<<<<

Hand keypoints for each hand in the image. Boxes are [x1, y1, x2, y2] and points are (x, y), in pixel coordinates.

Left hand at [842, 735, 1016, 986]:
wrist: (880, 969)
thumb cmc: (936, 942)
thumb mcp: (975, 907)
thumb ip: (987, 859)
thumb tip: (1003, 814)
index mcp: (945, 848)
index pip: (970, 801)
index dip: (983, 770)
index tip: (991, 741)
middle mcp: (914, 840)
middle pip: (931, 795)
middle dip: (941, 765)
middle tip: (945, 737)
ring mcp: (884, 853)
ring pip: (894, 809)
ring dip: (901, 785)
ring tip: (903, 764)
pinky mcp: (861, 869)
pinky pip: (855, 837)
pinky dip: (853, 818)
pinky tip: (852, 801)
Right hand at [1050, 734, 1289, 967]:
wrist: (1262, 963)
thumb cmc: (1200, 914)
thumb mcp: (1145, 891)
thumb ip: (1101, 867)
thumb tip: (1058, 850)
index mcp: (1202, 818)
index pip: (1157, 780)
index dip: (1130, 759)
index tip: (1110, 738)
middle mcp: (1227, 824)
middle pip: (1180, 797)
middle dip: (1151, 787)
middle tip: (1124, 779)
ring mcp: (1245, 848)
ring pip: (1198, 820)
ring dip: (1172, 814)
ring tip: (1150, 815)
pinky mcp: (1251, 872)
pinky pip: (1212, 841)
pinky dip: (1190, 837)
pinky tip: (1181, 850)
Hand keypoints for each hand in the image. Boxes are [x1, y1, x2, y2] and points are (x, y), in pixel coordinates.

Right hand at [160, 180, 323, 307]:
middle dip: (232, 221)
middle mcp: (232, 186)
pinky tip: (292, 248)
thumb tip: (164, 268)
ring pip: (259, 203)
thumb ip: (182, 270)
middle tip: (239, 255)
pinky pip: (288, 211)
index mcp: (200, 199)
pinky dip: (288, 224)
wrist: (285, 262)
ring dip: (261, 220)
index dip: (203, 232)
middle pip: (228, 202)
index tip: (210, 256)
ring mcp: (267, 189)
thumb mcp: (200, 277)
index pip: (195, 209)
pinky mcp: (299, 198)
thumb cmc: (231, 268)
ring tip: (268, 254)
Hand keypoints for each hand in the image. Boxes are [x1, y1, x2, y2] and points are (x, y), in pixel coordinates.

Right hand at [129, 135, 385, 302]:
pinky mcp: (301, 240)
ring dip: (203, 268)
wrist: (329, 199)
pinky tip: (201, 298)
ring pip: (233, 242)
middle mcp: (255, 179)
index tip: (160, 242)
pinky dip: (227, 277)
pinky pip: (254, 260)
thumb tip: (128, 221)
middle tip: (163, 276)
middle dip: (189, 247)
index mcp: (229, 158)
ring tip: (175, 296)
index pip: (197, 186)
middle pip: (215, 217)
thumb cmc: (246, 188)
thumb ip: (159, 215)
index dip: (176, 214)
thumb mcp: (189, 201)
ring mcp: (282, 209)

>>>>

Set out exactly the lines from the one bearing "middle dip: (189, 247)" through the end of the data, including both ends and omitting all others.

middle dip: (189, 247)
index mcp: (229, 158)
ring tip: (175, 296)
index pip: (197, 186)
middle pip: (215, 217)
thumb cmc: (246, 188)
thumb ip: (159, 215)
index dip: (176, 214)
thumb mcp: (189, 201)
ring mcp: (282, 209)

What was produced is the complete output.